**How to complete this task:**
Print the data that follows exactly as it stands, from its first line through the line containing "Trace every road, lane", and stop there.

**Records provided:**
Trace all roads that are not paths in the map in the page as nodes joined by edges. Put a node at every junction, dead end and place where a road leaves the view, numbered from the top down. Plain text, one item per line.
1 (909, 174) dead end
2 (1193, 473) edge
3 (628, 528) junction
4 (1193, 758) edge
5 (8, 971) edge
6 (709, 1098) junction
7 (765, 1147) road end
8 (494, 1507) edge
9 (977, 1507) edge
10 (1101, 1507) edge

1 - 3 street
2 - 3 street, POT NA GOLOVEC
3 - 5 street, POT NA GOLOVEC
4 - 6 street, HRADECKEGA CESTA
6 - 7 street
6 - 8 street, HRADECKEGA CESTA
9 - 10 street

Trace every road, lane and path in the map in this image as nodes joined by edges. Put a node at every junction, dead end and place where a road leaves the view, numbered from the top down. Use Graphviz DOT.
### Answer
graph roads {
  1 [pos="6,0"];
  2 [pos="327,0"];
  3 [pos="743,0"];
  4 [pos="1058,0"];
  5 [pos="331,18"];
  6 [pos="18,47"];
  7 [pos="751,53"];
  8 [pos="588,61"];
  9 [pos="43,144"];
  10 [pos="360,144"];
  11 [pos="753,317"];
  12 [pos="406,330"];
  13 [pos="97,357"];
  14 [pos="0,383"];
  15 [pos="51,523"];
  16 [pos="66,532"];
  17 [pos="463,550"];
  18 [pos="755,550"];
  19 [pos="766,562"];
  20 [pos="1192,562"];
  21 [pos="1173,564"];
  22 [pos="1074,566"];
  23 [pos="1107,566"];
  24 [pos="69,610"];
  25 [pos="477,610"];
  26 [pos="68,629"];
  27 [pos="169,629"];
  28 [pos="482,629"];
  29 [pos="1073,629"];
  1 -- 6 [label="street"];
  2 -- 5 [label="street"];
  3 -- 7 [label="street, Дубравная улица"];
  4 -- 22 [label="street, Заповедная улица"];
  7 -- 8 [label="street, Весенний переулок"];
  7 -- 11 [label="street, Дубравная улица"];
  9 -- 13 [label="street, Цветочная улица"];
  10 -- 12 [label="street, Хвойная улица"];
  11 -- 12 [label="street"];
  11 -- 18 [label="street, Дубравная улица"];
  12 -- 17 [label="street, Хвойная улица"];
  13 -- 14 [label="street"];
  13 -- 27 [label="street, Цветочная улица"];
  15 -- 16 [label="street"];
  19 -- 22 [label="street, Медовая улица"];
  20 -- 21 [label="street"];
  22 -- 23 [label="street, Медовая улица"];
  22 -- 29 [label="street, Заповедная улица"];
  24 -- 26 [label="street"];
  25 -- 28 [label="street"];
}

**Solution for this problem:**
Trace all roads that are not paths in the map in the page as nodes joined by edges. Put a node at every junction, dead end and place where a road leaves the view, numbered from the top down. Plain text, one item per line.
1 (909, 174) dead end
2 (1193, 473) edge
3 (628, 528) junction
4 (1193, 758) edge
5 (8, 971) edge
6 (709, 1098) junction
7 (765, 1147) road end
8 (494, 1507) edge
9 (977, 1507) edge
10 (1101, 1507) edge

1 - 3 street
2 - 3 street, POT NA GOLOVEC
3 - 5 street, POT NA GOLOVEC
4 - 6 street, HRADECKEGA CESTA
6 - 7 street
6 - 8 street, HRADECKEGA CESTA
9 - 10 street

Trace every road, lane and path in the map in this image as nodes joined by edges. Put a node at every junction, dead end and place where a road leaves the view, numbered from the top down. Use Graphviz DOT.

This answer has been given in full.